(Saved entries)
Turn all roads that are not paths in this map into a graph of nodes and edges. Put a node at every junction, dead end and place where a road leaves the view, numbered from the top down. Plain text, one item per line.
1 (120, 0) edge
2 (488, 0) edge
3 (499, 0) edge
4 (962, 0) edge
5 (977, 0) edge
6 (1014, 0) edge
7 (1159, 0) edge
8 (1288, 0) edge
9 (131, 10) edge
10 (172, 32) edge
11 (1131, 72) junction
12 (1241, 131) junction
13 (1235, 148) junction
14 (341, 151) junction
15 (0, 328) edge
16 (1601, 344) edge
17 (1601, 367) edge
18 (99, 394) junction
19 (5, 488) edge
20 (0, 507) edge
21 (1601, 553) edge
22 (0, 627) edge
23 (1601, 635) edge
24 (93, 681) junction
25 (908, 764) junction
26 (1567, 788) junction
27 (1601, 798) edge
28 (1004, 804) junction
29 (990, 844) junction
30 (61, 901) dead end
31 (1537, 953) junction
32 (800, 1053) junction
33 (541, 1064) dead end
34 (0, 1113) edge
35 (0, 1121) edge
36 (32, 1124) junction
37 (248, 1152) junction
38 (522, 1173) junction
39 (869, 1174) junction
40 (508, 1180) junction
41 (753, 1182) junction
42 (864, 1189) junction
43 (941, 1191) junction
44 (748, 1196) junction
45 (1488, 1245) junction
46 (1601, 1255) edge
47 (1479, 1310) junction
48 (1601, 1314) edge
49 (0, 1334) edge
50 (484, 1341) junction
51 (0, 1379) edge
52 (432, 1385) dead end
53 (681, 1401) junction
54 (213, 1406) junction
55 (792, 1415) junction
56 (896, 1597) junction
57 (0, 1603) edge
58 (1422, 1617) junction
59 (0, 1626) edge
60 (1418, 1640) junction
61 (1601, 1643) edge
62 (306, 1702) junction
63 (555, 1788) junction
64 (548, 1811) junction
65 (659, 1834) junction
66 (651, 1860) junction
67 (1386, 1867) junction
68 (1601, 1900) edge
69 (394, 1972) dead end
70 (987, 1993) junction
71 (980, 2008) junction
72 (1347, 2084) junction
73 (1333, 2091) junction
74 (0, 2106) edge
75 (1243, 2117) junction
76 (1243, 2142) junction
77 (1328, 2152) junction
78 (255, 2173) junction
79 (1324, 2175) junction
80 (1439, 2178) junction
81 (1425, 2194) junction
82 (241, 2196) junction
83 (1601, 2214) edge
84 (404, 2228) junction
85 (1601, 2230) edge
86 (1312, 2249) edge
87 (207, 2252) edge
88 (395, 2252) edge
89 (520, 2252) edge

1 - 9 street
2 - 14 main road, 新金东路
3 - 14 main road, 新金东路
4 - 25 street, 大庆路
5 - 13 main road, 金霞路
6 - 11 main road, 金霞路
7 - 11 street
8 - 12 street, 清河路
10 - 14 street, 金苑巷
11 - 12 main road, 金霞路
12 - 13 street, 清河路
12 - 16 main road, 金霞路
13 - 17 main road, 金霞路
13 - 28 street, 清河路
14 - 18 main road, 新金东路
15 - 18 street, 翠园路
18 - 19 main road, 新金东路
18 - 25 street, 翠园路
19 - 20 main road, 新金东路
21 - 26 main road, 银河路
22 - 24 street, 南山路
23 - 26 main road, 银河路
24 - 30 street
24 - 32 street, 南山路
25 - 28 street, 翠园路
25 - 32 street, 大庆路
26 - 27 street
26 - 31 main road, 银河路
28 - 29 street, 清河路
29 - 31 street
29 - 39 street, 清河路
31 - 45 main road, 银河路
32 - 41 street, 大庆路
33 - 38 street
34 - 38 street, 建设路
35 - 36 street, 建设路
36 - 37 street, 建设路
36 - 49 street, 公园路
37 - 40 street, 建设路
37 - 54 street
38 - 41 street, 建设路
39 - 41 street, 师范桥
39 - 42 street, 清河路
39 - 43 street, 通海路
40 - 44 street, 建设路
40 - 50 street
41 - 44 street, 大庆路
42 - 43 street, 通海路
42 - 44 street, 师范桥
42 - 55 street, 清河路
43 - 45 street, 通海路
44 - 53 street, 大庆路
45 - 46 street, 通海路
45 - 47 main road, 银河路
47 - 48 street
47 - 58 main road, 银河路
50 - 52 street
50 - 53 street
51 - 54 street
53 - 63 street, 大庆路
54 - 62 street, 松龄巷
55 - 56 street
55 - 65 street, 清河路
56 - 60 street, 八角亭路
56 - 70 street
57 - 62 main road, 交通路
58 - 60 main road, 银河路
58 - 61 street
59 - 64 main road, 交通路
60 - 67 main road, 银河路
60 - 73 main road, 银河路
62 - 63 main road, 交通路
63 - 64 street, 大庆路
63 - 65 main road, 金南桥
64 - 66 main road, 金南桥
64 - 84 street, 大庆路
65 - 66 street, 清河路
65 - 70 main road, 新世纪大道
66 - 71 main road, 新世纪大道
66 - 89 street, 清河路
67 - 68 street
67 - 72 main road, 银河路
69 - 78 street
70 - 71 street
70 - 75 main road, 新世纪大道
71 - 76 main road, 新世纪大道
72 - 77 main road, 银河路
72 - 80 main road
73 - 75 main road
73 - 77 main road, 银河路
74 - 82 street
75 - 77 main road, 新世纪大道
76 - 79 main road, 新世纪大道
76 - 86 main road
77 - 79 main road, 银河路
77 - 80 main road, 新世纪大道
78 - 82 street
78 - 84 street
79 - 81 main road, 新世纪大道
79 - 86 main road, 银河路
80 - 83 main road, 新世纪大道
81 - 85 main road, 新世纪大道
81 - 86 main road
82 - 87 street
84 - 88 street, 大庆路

-- WHAT IS BEING ASKED --
A full, exact copy of the entries is required. Return it.

-- EXERCISE RESPONSE --
Turn all roads that are not paths in this map into a graph of nodes and edges. Put a node at every junction, dead end and place where a road leaves the view, numbered from the top down. Plain text, one item per line.
1 (120, 0) edge
2 (488, 0) edge
3 (499, 0) edge
4 (962, 0) edge
5 (977, 0) edge
6 (1014, 0) edge
7 (1159, 0) edge
8 (1288, 0) edge
9 (131, 10) edge
10 (172, 32) edge
11 (1131, 72) junction
12 (1241, 131) junction
13 (1235, 148) junction
14 (341, 151) junction
15 (0, 328) edge
16 (1601, 344) edge
17 (1601, 367) edge
18 (99, 394) junction
19 (5, 488) edge
20 (0, 507) edge
21 (1601, 553) edge
22 (0, 627) edge
23 (1601, 635) edge
24 (93, 681) junction
25 (908, 764) junction
26 (1567, 788) junction
27 (1601, 798) edge
28 (1004, 804) junction
29 (990, 844) junction
30 (61, 901) dead end
31 (1537, 953) junction
32 (800, 1053) junction
33 (541, 1064) dead end
34 (0, 1113) edge
35 (0, 1121) edge
36 (32, 1124) junction
37 (248, 1152) junction
38 (522, 1173) junction
39 (869, 1174) junction
40 (508, 1180) junction
41 (753, 1182) junction
42 (864, 1189) junction
43 (941, 1191) junction
44 (748, 1196) junction
45 (1488, 1245) junction
46 (1601, 1255) edge
47 (1479, 1310) junction
48 (1601, 1314) edge
49 (0, 1334) edge
50 (484, 1341) junction
51 (0, 1379) edge
52 (432, 1385) dead end
53 (681, 1401) junction
54 (213, 1406) junction
55 (792, 1415) junction
56 (896, 1597) junction
57 (0, 1603) edge
58 (1422, 1617) junction
59 (0, 1626) edge
60 (1418, 1640) junction
61 (1601, 1643) edge
62 (306, 1702) junction
63 (555, 1788) junction
64 (548, 1811) junction
65 (659, 1834) junction
66 (651, 1860) junction
67 (1386, 1867) junction
68 (1601, 1900) edge
69 (394, 1972) dead end
70 (987, 1993) junction
71 (980, 2008) junction
72 (1347, 2084) junction
73 (1333, 2091) junction
74 (0, 2106) edge
75 (1243, 2117) junction
76 (1243, 2142) junction
77 (1328, 2152) junction
78 (255, 2173) junction
79 (1324, 2175) junction
80 (1439, 2178) junction
81 (1425, 2194) junction
82 (241, 2196) junction
83 (1601, 2214) edge
84 (404, 2228) junction
85 (1601, 2230) edge
86 (1312, 2249) edge
87 (207, 2252) edge
88 (395, 2252) edge
89 (520, 2252) edge

1 - 9 street
2 - 14 main road, 新金东路
3 - 14 main road, 新金东路
4 - 25 street, 大庆路
5 - 13 main road, 金霞路
6 - 11 main road, 金霞路
7 - 11 street
8 - 12 street, 清河路
10 - 14 street, 金苑巷
11 - 12 main road, 金霞路
12 - 13 street, 清河路
12 - 16 main road, 金霞路
13 - 17 main road, 金霞路
13 - 28 street, 清河路
14 - 18 main road, 新金东路
15 - 18 street, 翠园路
18 - 19 main road, 新金东路
18 - 25 street, 翠园路
19 - 20 main road, 新金东路
21 - 26 main road, 银河路
22 - 24 street, 南山路
23 - 26 main road, 银河路
24 - 30 street
24 - 32 street, 南山路
25 - 28 street, 翠园路
25 - 32 street, 大庆路
26 - 27 street
26 - 31 main road, 银河路
28 - 29 street, 清河路
29 - 31 street
29 - 39 street, 清河路
31 - 45 main road, 银河路
32 - 41 street, 大庆路
33 - 38 street
34 - 38 street, 建设路
35 - 36 street, 建设路
36 - 37 street, 建设路
36 - 49 street, 公园路
37 - 40 street, 建设路
37 - 54 street
38 - 41 street, 建设路
39 - 41 street, 师范桥
39 - 42 street, 清河路
39 - 43 street, 通海路
40 - 44 street, 建设路
40 - 50 street
41 - 44 street, 大庆路
42 - 43 street, 通海路
42 - 44 street, 师范桥
42 - 55 street, 清河路
43 - 45 street, 通海路
44 - 53 street, 大庆路
45 - 46 street, 通海路
45 - 47 main road, 银河路
47 - 48 street
47 - 58 main road, 银河路
50 - 52 street
50 - 53 street
51 - 54 street
53 - 63 street, 大庆路
54 - 62 street, 松龄巷
55 - 56 street
55 - 65 street, 清河路
56 - 60 street, 八角亭路
56 - 70 street
57 - 62 main road, 交通路
58 - 60 main road, 银河路
58 - 61 street
59 - 64 main road, 交通路
60 - 67 main road, 银河路
60 - 73 main road, 银河路
62 - 63 main road, 交通路
63 - 64 street, 大庆路
63 - 65 main road, 金南桥
64 - 66 main road, 金南桥
64 - 84 street, 大庆路
65 - 66 street, 清河路
65 - 70 main road, 新世纪大道
66 - 71 main road, 新世纪大道
66 - 89 street, 清河路
67 - 68 street
67 - 72 main road, 银河路
69 - 78 street
70 - 71 street
70 - 75 main road, 新世纪大道
71 - 76 main road, 新世纪大道
72 - 77 main road, 银河路
72 - 80 main road
73 - 75 main road
73 - 77 main road, 银河路
74 - 82 street
75 - 77 main road, 新世纪大道
76 - 79 main road, 新世纪大道
76 - 86 main road
77 - 79 main road, 银河路
77 - 80 main road, 新世纪大道
78 - 82 street
78 - 84 street
79 - 81 main road, 新世纪大道
79 - 86 main road, 银河路
80 - 83 main road, 新世纪大道
81 - 85 main road, 新世纪大道
81 - 86 main road
82 - 87 street
84 - 88 street, 大庆路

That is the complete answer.